I don’t know if you ever feel like this, but there are times that I feel like I am carrying this humungous load all by myself, and while I sweat and cuss and wonder why I have to do it all alone, I am reminded that I am not doing it alone. In fact, somebody has carried most of the way, and I am only carrying this heavy pile for a short while.
Depending on what day you talk to me, there are different heavy burdens I carry. Some days it is the burden of raising kids, some days it is the burden of leading Partners, some days it is the burden of paying for Partners (all that Partners is doing, that is), some days it is the burden of shuffling snow, some days it is the burden of walking the dog, some days it is the burden of all of mankind.
Whatever the burden is, it feels heavy at that particular moment. Whatever the burden is, there are times that I feel, oh, so all alone in the world. Like: Nobody cares about me.
You probably never feel like this, but let me share how I feel anyway. Bear with me.
There is a story in the Old Testament that generally doesn’t excite me much. (Honestly, I skip a lot of the stories in the Old Testament and move on the Jesus. He is so much easier to understand. But it’s not always such a good idea. Some real nuggets are hidden in the OT.)
OK, so the story is from 1. Kings 19:19. It’s about the prophet Elijah and Elisha. Elisha is plowing the fields, using his oxen. There were no John Deeres during the times of Elijah and Elisha. Just slow oxen. The verse I am thinking of says that Elisha was plowing behind 12 yoke of oxen (yeah, it sounds like a Mother Goose rhyme, or like a variety of The 12 days of Christmas, but this is the Bible, colorful as ever). In the book I read the author said that this must mean that 11 oxen teams had gone before Elisha.
And this is the point I am going to make. Some days I too feel like I am going to plough a whole field on my own. Those are the days when I need to take a look at the oxen teams that have gone before me, ploughing most of the furrows already. And I must ask myself who those people have been. These are the people who have formed the line of my life, my furrow. They have helped me pull the plough, making it possible for me to move forward.

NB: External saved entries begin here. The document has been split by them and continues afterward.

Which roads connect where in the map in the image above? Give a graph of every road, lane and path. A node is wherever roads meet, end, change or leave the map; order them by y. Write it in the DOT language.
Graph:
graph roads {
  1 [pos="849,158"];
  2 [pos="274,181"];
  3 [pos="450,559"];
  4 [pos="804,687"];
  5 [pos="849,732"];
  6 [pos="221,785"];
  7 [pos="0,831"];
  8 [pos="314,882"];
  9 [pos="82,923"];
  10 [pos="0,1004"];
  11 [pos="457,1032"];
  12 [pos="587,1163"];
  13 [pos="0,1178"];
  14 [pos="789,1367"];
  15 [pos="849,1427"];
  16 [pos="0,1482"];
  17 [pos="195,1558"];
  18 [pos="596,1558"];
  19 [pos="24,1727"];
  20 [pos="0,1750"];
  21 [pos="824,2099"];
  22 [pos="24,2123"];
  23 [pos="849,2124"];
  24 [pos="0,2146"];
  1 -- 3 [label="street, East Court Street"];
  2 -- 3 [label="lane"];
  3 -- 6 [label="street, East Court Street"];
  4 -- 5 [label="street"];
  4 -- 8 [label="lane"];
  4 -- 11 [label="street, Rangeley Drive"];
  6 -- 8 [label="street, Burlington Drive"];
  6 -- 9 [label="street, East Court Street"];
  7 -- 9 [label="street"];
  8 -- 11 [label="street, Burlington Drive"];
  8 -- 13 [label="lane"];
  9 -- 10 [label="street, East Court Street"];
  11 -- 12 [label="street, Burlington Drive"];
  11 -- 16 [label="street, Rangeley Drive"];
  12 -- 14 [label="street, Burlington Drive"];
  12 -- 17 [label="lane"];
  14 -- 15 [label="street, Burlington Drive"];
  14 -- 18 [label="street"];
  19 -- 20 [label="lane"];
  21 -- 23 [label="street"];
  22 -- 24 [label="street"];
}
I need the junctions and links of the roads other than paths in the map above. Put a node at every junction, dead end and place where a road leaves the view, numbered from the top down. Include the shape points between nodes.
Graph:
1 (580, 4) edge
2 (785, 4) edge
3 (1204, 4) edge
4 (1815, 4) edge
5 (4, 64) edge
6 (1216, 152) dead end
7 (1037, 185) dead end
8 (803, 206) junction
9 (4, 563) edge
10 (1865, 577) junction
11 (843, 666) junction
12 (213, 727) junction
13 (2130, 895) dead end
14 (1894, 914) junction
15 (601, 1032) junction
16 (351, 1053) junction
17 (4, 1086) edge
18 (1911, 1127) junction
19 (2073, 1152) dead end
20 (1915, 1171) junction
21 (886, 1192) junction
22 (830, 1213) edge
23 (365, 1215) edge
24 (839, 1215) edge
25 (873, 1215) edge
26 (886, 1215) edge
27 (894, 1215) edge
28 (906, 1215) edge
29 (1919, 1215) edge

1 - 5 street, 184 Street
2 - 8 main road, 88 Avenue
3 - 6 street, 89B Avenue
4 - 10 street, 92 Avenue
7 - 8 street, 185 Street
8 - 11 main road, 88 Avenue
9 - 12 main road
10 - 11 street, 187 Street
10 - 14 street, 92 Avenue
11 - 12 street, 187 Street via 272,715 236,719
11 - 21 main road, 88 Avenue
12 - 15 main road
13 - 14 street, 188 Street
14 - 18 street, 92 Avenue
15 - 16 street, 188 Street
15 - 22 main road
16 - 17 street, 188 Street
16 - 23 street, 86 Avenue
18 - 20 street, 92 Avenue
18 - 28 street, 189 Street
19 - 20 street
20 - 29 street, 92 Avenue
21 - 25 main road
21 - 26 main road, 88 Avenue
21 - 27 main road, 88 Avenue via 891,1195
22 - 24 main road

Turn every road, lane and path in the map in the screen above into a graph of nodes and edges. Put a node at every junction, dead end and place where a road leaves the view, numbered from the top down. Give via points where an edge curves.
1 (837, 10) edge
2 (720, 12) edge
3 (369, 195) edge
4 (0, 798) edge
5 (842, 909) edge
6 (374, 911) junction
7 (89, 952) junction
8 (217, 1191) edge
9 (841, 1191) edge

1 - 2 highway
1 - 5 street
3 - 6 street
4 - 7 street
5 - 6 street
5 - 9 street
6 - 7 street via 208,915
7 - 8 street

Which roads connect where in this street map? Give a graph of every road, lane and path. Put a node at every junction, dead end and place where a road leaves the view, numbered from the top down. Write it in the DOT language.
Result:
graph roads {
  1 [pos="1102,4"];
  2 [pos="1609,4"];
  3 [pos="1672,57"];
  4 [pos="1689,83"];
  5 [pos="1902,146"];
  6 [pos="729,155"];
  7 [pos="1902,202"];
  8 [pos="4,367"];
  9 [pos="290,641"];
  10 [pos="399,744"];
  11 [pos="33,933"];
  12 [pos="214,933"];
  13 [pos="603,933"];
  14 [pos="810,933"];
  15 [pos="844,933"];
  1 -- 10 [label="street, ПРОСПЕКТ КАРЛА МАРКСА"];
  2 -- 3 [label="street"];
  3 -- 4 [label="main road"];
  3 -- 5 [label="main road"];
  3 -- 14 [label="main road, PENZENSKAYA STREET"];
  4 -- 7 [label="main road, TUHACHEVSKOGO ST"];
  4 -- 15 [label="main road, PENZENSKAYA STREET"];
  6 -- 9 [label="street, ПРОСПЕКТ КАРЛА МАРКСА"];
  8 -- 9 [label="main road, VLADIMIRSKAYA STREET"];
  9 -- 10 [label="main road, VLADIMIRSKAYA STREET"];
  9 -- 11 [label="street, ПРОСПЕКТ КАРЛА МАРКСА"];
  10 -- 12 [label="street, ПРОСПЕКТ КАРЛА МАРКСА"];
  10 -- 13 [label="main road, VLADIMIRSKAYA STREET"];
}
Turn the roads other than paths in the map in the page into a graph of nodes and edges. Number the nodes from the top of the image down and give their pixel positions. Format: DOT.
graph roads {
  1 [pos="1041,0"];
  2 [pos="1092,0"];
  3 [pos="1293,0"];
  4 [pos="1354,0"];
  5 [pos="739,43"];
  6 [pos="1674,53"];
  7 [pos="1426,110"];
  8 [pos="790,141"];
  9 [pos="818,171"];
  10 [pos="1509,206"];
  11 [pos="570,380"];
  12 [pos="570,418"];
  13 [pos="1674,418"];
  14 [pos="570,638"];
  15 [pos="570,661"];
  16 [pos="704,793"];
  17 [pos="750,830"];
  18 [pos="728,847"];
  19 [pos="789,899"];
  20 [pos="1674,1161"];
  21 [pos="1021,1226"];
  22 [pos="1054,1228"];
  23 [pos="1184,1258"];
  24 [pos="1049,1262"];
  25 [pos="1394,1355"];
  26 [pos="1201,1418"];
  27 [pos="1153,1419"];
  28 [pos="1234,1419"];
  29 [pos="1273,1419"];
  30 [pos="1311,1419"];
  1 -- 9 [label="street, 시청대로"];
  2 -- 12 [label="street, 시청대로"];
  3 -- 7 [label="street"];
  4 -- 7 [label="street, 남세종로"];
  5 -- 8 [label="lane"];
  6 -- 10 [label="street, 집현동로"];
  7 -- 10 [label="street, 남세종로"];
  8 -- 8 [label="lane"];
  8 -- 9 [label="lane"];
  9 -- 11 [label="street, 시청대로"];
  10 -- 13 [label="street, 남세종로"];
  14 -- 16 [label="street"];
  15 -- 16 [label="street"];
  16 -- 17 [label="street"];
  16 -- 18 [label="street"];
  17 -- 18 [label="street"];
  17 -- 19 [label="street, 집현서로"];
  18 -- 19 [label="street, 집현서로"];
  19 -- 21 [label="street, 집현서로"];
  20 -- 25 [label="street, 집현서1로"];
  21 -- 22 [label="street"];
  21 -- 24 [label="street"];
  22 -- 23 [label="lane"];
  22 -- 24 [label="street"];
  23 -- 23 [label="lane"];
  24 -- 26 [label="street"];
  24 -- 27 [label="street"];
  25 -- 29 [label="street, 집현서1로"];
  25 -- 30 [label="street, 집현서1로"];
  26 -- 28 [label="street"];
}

I started thinking about this the other day and made a list of my oxen teams. Like the glove that was left on our balcony before a storm, I was blown away when I looked at the list. There are so many people on the list. I have more teams of oxen that Elisha, that is for sure!
Starting way back in the old school days I thought of people who had been there for me. Then, as I started doing all the off the charts activities, there were hoards of people all over the world that carried me, and later Steve, through all kinds of rough weather. I thought about mentioning a few names, just to prove the point, but then decided not too. I would never finish, and I have told my kids I will be off the computer in 20 minutes. But, I have decided that in one of my next books I will write about all my oxen teams.
For now though, just think about this: Who are the people who have gone before you? And when you get discouraged and sad and feel like the whole world has forgotten about all your burdens, pull a few of those names up from the hat, and savor them like you savor your favorite candy. You have not gotten where you are alone, and you will not go to where you are going alone. And there is comfort in that.
PS. Another thing to do is to not watch the furrow, but to fix your eyes on some fixed point on the horizon (perhaps you should fix your eyes on the place you are planning to get to). It’s a lot easier to make a straight furrow that way. (Take it from me. I grew up on a farm and never ploughed one meter)DS.